At Airrific Air Conditioning & Heating, we strive to give you as much information about your heating and cooling systems as possible. Yet unfortunately, there continues to be a lot of misinformation out there. Keep reading to learn the biggest myths about your air conditioner, and make sure to call our Sarasota HVAC experts for all the AC services you need.
The 7 biggest myths about your air conditioner are:
- Fans are more effective for individual people: It is true that fans are effective when it comes to cooling individual rooms, generating a wind-chill sensation by transferring heat from your body to the air. This can feel great, and save you from having to constantly run your AC, especially at night. However, fans do not actually affect the temperature of the air itself, so the idea that they are more effective than air conditioners is not true. When you want to cool just one room with just one person in it, without lowering your whole home’s temperature, consider using a fan. But for extreme temperatures and relief for your whole family, it’s got to be AC.

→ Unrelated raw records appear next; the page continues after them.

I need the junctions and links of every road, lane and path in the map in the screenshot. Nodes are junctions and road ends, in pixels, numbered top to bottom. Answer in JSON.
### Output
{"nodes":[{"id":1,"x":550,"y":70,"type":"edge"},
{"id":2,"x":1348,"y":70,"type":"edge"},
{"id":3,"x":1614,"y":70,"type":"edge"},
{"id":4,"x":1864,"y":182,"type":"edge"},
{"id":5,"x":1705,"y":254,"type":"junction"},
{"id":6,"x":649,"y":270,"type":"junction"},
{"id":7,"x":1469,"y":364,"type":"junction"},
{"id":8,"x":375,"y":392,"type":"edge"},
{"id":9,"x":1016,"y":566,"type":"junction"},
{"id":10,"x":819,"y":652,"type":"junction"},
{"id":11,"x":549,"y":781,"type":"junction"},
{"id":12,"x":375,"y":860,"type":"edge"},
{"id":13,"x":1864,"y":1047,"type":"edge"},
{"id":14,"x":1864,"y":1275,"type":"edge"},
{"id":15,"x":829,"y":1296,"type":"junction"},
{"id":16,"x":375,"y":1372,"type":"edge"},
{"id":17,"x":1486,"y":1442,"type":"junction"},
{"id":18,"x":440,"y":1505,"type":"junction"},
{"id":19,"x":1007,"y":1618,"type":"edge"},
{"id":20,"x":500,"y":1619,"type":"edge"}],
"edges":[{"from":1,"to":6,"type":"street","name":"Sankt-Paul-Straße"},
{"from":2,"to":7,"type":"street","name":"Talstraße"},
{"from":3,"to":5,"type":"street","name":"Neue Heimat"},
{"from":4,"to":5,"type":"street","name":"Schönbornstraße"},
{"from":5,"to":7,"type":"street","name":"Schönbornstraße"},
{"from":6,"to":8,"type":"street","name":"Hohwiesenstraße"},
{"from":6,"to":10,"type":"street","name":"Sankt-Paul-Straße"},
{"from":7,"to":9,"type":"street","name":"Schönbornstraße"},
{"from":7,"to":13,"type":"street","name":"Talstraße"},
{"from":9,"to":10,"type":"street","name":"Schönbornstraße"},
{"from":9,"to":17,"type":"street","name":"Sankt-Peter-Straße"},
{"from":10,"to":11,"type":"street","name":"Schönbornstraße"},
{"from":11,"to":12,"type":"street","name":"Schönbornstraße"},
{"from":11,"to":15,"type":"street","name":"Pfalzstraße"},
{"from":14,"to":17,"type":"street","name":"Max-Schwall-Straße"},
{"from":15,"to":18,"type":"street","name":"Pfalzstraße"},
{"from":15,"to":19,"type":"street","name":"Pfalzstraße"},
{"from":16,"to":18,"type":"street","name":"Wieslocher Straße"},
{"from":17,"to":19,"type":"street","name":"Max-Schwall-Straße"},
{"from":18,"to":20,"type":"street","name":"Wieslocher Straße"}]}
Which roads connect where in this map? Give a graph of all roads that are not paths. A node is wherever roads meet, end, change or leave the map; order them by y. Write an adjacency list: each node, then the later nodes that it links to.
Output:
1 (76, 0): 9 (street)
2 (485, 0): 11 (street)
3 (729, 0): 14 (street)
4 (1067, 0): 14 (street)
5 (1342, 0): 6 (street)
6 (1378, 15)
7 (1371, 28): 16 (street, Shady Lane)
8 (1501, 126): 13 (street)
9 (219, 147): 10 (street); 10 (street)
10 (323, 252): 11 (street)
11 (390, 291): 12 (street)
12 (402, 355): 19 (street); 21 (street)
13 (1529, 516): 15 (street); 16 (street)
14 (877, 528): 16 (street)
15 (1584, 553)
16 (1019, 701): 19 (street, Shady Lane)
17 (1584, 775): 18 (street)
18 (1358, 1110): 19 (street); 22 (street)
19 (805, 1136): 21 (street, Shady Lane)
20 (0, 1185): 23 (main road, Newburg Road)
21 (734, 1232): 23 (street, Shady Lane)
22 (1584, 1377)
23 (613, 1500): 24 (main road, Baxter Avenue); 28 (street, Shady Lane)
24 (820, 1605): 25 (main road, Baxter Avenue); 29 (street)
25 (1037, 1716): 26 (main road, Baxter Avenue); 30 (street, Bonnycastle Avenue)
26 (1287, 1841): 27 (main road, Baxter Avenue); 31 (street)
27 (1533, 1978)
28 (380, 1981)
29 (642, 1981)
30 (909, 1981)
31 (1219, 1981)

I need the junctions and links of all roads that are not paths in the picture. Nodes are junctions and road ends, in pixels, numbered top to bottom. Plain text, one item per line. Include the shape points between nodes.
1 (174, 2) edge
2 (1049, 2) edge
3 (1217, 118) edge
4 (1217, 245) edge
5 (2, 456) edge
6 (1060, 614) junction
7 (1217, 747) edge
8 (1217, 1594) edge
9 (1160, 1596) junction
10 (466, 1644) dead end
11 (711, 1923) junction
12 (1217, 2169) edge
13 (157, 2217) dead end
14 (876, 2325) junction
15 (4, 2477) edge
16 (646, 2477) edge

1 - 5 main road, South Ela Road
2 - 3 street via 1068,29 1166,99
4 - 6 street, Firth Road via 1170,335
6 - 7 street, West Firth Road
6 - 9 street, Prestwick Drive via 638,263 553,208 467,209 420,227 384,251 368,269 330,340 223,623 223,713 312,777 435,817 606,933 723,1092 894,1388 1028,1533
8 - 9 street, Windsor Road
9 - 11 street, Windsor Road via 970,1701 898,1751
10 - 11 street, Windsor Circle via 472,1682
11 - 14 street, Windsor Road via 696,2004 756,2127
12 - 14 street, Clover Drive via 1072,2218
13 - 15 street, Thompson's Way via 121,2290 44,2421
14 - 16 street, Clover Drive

- Bigger is always better: For a long time, common thought was that the larger your AC unit was, the more completely it would cool your home. However, while larger homes do tend to require larger AC units, using a unit that is too big for your house actually causes high humidity in your home which can lead to mold or mildew and drive up your energy costs.
- You should always turn off your air conditioner when you leave home: While leaving your AC off when you are gone for long periods of time does save money, it is actually a common misconception that turning the system off every time you leave home is energy efficient. For instance, when you shut your AC off before going to work for the day, the system then has to basically reboot when you turn it on again later. This may be fine when you only need minimal cooling power, but turning your AC off when you leave on a hot day, letting the temperature rise in your home, and turning it back on when you return forces the system to work much harder than if you had just left it running.
- Air filters rarely need to be changed: Although your AC can still function with a dirty air filter for a certain amount of time, eventually, failing to replace the filter is going to have a major impact on the system’s performance. Your air filter traps dirt, dust, and debris, allowing your unit to circulate air freely and keep your home cool. When the filter becomes too dirty, not only does the unit’s performance suffer, so does your indoor air quality. It is generally recommended to change your filter every 2 months or so. Doing this has been found to reduce energy costs as much as 10%
- Lowering your thermostat is the fastest way to cool your home: Lowering the temperature of your thermostat does not cool your home faster, in fact, it may waste money, especially if you are already running the AC. Your air conditioner reduces the temperature in your home at the same rate regardless of the thermostat setting so setting it to a low temperature while your AC on is going to cost you twice as much while having the same effect. If anything, you should consider getting a WI-FI or programmable thermostat, which can adjust the temperature based on when you are going to be home. This way, your thermostat will not have to work as hard when your AC is on, improving overall energy efficiency.
- Air conditioners do not affect humidity: Many believe that you need to buy a dehumidifier to lower the overall rate of humidity in your home. While this is a totally valid option, it’s technically not true. Not only do many modern AC systems have a built-in dehumidification function, all air conditioners by definition condition the air. So in addition to lowering the temperature, your AC unit also removes excess humidity from your home on muggy days.
- You should only call an HVAC technician for repairs and replacements: While air conditioning repairs are one of the most important parts of any skilled HVAC technician’s job, there’s a lot more to AC work than simply fixing old units and installing new ones. Every AC system requires periodic maintenance to function at peak efficiency. Plus, with annual tune-ups from qualified technicians, you can catch potential issues before they spiral out of control, and stop problems before they cost you more money down the road.